Histoire de tresses parle d’oubli… Faut-il oublier ?
Oubli, oui Histoire de tresses parle d’oubli. Mais pas de volonté d’oublier. Il me semble que quand on veut oublier, on n’oublie pas. L’oubli arrive lentement, insidieusement, quand on s’y attend le moins. Dans le film, les deux personnages Dorylia la tresseuse (Laurentine Milebo) et Siham la fille qui cherche à se faire tresser (Penda Niang) sont dans l’oubli. Mais cet oubli n’est pas arrivé parce qu’elles le veulent. Il est arrivé, c’est tout.

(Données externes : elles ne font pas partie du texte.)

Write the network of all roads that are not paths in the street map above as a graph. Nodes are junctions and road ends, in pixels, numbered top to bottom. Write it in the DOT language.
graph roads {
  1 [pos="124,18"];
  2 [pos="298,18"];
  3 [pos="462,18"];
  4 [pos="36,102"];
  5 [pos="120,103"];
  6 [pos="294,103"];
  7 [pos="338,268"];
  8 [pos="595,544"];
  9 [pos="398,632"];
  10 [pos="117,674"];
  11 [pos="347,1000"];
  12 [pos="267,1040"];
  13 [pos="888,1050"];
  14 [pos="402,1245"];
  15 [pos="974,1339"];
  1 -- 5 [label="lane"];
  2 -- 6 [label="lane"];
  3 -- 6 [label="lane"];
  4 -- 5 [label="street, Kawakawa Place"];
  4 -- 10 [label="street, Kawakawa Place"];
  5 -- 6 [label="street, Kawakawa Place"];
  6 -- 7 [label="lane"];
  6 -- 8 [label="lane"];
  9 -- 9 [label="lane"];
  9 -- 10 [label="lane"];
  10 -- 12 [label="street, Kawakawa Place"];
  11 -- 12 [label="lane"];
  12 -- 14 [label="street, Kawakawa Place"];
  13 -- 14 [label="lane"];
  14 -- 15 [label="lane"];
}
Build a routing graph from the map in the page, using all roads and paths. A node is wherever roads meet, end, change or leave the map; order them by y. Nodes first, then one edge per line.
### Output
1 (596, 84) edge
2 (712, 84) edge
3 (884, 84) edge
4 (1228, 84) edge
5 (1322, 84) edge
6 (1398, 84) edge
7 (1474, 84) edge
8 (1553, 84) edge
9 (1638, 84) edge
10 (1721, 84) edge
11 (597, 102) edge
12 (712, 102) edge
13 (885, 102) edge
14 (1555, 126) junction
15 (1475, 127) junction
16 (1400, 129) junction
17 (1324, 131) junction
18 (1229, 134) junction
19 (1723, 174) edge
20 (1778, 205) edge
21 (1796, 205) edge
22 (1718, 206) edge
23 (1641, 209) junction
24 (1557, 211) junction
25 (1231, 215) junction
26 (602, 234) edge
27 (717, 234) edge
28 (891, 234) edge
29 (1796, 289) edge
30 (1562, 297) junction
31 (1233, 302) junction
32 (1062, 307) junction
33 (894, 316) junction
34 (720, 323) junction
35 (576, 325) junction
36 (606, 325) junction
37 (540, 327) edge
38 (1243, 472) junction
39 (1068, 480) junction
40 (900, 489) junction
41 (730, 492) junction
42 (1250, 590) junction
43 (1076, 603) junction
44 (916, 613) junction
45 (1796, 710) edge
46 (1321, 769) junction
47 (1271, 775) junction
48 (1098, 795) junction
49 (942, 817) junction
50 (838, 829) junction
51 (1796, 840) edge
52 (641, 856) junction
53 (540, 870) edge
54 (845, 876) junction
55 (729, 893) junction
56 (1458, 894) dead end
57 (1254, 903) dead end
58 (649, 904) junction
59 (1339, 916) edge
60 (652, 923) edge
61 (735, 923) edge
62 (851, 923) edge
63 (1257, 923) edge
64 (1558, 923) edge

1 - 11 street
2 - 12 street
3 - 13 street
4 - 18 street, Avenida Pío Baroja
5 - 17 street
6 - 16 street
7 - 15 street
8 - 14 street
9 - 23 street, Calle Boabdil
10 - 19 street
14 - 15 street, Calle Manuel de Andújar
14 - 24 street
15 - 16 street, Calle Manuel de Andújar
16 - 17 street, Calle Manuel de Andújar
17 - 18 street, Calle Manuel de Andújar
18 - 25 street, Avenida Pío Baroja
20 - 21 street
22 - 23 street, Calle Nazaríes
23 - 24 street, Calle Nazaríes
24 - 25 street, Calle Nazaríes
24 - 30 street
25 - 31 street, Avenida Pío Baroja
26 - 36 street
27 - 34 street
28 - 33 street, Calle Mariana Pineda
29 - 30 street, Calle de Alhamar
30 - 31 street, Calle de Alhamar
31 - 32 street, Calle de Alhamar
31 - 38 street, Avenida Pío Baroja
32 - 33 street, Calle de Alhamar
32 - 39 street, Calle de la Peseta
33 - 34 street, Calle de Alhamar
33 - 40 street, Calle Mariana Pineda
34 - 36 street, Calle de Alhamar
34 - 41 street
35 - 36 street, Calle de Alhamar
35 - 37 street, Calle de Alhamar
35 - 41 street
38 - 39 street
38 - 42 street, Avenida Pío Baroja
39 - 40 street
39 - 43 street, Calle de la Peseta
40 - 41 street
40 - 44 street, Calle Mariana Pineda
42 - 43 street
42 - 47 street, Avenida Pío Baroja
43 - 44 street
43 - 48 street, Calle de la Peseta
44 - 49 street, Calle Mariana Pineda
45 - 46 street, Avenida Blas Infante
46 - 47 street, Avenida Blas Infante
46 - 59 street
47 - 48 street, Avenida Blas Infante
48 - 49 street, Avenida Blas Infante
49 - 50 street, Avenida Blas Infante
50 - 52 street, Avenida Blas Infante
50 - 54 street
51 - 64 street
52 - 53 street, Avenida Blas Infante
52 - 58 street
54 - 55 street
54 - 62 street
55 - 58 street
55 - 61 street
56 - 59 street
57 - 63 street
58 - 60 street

Pour Dorylia, peut être parce que sa vie est une survie, le recul est impossible. Toute sa vie est tendue vers un seul et unique but :  » travailler « . Du matin au soir, chaque jour. Je me suis inspirée, pour créer ce personnage, de la vie de beaucoup de femmes africaines qui arrivent à Paris avec des rêves plein la tête et qui se rendent compte très vite que peu de métiers s’offrent à elle. Pour des questions de papiers, pour des questions d’habitudes françaises aussi. Si vous vous promenez dans le quartier de Château Rouge à Paris, où j’ai tourné, vous voyez que la plupart des femmes africaines que vous y rencontrez sont soit commerçantes, coiffeuses, nounous ou prostituées. Je ne généralise pas cette situation, mais c’est cette réalité qui m’a inspiré. Comment survivre ?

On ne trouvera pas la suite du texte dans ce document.